In this section, I'll introduce the MySQL architecture for our billing applications and the bottlenecks we identify. As you'll see, database scalability and data isolation are our two major pain points.
We deploy more than 10 billing applications to provide services for different game products. A big product employs a dedicated billing application, while multiple small products share the same application. Each billing application applies the standalone MySQL architecture as shown below. (The direction of the arrows indicates the flow of the data or request.)
The architecture has the following characteristics:
Each billing application is deployed on multiple machines through Keepalived, so the traffic is load-balanced. This guarantees the high availability of the application service.
MySQL master-slave structure
The database layer employs the MySQL master-slave structure. Its semi-synchronous replication enables data from one MySQL server (the master instance) to be copied automatically to one or more MySQL servers (the slave instances). This feature addresses latency and consistency issues.
The billing application accesses the back-end database through a virtual IP address (VIP). If the master instance is down, the application service automatically drifts to the slave through a VIP, ensuring that the service is unaffected.
Through the master-slave semi-synchronous replication, the slave collects data from the online billing application. Then, it dumps the data files to a data warehouse through full and incremental replication. Online and offline computing tasks are performed there.
There are over 50 MySQL master-slave structures like this, involving 200~400 servers. Gigabytes of data are inserted on a daily basis.

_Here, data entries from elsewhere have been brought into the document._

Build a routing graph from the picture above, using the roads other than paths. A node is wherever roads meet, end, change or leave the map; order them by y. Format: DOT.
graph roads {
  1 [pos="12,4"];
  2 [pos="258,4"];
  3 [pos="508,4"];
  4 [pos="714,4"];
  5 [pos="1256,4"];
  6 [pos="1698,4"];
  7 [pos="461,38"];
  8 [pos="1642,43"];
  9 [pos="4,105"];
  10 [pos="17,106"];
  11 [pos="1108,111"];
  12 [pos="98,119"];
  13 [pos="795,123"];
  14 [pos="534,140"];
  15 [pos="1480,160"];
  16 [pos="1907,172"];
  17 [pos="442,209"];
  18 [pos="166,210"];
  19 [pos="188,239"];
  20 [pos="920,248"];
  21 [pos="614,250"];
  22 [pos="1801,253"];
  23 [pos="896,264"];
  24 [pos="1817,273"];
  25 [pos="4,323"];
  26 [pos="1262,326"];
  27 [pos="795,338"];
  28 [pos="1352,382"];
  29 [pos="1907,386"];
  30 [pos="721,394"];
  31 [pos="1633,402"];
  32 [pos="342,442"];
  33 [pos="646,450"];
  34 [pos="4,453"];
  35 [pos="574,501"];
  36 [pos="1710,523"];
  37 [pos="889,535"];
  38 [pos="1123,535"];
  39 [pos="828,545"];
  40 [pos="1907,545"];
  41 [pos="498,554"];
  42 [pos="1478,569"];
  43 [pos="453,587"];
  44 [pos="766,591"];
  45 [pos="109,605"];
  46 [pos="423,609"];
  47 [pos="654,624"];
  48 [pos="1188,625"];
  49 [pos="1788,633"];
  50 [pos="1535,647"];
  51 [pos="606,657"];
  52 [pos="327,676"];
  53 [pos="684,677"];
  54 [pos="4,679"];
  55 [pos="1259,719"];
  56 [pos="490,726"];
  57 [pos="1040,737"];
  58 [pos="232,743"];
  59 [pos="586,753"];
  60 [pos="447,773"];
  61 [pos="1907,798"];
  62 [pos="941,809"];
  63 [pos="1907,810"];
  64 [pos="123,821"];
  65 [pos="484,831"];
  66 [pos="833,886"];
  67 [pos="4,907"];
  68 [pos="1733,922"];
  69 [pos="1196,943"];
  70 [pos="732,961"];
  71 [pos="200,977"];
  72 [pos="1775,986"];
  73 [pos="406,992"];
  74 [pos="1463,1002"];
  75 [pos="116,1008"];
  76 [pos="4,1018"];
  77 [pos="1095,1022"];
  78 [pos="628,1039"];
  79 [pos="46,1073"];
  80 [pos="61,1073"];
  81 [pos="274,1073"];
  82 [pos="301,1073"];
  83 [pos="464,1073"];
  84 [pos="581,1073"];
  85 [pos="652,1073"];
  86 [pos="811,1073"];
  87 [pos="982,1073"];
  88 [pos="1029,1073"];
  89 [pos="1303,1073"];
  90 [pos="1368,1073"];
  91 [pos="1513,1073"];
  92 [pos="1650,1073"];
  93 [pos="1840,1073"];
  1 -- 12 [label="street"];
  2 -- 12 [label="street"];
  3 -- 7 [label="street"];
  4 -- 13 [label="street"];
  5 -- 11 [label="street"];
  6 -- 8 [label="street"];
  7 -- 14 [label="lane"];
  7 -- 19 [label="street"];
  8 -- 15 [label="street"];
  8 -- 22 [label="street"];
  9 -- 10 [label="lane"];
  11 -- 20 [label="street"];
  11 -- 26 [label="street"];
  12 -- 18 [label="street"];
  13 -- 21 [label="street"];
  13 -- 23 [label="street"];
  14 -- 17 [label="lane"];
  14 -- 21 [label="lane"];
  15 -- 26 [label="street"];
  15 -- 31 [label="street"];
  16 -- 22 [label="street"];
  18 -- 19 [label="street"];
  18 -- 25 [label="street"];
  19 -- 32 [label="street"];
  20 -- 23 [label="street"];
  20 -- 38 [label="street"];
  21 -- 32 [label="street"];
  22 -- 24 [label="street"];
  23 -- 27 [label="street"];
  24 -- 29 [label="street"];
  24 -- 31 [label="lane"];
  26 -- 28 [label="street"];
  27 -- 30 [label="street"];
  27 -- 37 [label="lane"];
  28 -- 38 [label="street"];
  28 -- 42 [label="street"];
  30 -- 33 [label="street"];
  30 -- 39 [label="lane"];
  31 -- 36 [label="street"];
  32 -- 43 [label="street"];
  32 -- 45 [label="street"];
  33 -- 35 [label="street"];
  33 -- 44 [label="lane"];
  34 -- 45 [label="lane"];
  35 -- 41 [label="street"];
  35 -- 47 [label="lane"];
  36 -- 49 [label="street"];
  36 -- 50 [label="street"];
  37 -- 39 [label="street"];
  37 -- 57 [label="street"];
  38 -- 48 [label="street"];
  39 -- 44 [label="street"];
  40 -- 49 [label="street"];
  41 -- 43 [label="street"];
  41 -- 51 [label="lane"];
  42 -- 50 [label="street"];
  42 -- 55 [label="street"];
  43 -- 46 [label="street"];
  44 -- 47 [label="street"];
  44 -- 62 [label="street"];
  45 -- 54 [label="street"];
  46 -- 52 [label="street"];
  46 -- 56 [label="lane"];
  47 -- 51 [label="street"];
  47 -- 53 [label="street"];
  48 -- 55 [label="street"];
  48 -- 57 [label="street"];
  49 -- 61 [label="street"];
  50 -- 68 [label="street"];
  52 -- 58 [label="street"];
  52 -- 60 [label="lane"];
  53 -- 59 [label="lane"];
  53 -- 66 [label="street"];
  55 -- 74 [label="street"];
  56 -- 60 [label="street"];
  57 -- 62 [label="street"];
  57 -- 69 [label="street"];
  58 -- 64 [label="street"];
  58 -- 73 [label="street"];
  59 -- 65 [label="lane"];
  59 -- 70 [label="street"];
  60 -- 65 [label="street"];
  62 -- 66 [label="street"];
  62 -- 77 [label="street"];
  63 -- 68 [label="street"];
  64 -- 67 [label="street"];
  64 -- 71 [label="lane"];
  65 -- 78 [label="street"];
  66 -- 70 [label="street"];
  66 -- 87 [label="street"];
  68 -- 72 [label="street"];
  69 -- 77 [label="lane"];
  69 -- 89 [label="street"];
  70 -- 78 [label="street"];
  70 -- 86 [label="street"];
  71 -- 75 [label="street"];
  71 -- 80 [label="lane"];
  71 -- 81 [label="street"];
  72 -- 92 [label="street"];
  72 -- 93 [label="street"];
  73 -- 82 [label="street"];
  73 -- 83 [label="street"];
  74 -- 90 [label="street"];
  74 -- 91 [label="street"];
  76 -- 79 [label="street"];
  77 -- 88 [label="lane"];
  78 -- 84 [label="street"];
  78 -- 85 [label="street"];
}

With our applications’ traffic and data volume growing rapidly, our standalone MySQL approach reached the following bottlenecks:
A standalone MySQL instance has limited storage space. To maintain the existing architecture, we had to delete and rotate old data to release space.
For example, a single table stored more than 700 GB of data because we needed to persist game users’ purchase orders. With more users jumping in, the generated data surged, and the standalone MySQL instance would reach its storage limit.
Our largest single MySQL table stored 1.5 billion rows of data. With such a large number of rows, the read and write performance were severely affected.
When we persisted the purchase orders’ data, we also had to ensure that online users could query the data in real time. The standalone MySQL servers could not deliver a satisfactory query performance.
MySQL could not elastically scale while staying online, so the capacity bottleneck could not be easily resolved.
SQL statement complexity
Rotating a large table meant moving the older data from it into a newly created sub-table. It was performed on a daily basis. This would produce multiple sub-tables that needed to be joined when we ran a union query. The SQL statement could be too complicated and difficult to maintain. For this reason, it was not easy to analyze large amounts of data in a standalone MySQL architecture.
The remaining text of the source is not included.